One of the areas where this risk is of large concern is the treatment for AFib. To treat AFib using catheter ablation, a catheter must be guided from an insertion point in the groin or neck of a patient, through the arterial network and into a chamber of a beating heart where it must then precisely “ablate” or destroy portions of tissue in order to lessen or eliminate the recurrence of AFib. Currently, this procedure relies solely on the skilled hand of the physician manually navigating the catheter using a two-dimensional imaging visualization aid such as an X-ray or fluoroscopy. The risk potential is obvious when the environment the physician must traverse is not only three-dimensional but a moving target as well, as is the case of placing a catheter in a specific chamber of a living, beating heart and then manipulating the catheter to precisely ablate multiple sections of the heart tissue in order to correct cardiac arrhythmia.

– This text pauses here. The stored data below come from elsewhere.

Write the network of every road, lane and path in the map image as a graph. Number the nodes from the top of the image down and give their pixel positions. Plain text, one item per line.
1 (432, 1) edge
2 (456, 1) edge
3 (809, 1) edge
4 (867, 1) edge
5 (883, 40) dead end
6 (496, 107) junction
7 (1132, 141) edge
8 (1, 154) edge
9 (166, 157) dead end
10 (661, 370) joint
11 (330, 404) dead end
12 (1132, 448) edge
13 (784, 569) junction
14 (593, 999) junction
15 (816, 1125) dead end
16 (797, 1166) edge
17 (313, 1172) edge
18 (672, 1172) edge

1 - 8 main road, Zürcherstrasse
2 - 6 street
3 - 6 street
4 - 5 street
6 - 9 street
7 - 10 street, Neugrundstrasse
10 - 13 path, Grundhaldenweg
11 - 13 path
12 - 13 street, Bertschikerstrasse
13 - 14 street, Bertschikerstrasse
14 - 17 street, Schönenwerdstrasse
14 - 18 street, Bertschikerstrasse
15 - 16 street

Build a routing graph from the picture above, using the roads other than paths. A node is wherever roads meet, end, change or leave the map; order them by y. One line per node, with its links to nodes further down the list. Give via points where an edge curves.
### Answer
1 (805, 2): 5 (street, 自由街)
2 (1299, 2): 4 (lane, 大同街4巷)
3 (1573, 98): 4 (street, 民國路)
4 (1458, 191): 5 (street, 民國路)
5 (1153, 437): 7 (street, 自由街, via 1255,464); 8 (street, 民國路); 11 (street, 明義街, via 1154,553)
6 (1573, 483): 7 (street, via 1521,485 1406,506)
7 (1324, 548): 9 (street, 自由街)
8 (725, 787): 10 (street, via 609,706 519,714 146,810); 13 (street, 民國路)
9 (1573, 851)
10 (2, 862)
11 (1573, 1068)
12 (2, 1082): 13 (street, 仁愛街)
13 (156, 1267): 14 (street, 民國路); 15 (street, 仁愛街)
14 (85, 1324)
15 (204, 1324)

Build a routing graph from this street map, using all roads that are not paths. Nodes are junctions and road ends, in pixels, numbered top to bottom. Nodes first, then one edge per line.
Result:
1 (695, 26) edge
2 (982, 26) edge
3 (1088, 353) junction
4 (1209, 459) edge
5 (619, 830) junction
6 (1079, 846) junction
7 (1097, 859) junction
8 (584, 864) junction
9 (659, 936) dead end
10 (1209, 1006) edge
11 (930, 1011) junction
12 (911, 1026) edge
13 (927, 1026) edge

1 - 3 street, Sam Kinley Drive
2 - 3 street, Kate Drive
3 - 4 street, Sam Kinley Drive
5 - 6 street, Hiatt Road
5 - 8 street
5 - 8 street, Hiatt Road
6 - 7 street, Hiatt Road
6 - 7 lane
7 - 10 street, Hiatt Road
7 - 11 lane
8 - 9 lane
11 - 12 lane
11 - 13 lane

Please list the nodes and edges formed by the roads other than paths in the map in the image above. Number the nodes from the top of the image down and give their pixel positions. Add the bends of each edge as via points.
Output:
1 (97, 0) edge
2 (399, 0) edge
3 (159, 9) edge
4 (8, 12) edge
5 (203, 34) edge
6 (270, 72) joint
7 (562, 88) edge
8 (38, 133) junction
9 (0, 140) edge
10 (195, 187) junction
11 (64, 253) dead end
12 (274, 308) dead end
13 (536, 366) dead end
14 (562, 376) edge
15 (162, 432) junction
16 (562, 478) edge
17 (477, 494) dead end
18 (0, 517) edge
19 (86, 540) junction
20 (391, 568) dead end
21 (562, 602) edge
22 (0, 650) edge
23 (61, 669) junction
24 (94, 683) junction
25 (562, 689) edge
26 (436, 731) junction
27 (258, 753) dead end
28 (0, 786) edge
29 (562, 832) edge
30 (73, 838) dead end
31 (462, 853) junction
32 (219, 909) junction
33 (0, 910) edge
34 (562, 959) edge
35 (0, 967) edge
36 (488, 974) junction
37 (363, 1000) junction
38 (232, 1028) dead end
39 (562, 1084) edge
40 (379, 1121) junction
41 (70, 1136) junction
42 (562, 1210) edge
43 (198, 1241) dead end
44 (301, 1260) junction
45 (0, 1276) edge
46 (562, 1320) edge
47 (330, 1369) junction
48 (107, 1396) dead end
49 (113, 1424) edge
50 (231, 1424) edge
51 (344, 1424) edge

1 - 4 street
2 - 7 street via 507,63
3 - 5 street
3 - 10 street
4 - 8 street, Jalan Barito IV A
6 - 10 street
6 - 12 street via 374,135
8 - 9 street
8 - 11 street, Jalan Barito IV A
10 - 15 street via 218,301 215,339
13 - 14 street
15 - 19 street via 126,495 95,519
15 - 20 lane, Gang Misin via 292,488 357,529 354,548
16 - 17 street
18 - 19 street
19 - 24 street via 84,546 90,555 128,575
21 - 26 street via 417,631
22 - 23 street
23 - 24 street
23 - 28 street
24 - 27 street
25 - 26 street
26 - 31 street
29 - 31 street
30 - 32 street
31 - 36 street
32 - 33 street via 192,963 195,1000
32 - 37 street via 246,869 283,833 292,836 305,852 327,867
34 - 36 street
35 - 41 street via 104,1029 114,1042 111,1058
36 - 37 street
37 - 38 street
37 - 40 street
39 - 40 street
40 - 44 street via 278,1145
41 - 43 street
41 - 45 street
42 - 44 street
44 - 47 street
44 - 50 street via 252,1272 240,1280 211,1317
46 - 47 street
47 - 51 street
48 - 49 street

It is this area that was foundational to the vision of developing CGCI when through a personal situation Neuro-Kinesis’ Co-founder and Chief Innovation Officer Josh Shachar pondered the possibility of creating a method to give a physician a tool that would allow them to be in harmony within the environment with which they are working instead of being a third-party observer outside of the realm in which they are trying to affect a cure. In short, was there a way to allow a surgeon to be as virtually “inside” the area of operation as they are physically “inside” an operating room? A way to allow the doctor to work in tandem with the three-dimensional living body in order to more effectively treat his patient.
Looking to his decades of experience in developing guidance systems for the U.S. Department of Defense (DOD) where he had been behind the innovation of many of our nation’s weapon system guidance technologies, Josh Shachar realized that adapting a solution to the issue of catheter guidance was simply a matter of scale and environment. He assembled his engineering team and they quickly settled on the concept of using opposing magnetic force fields as the basis for controlling an object’s position in three-dimensional space. With the filing of the first patent for their developing technology titled “Method and Apparatus for Catheter Guidance Control and Imaging”, the CGCI platform entered into developed to create the first robotic-controlled platform using magnetic force for the remote navigation to guide surgical instruments within a patient’s body.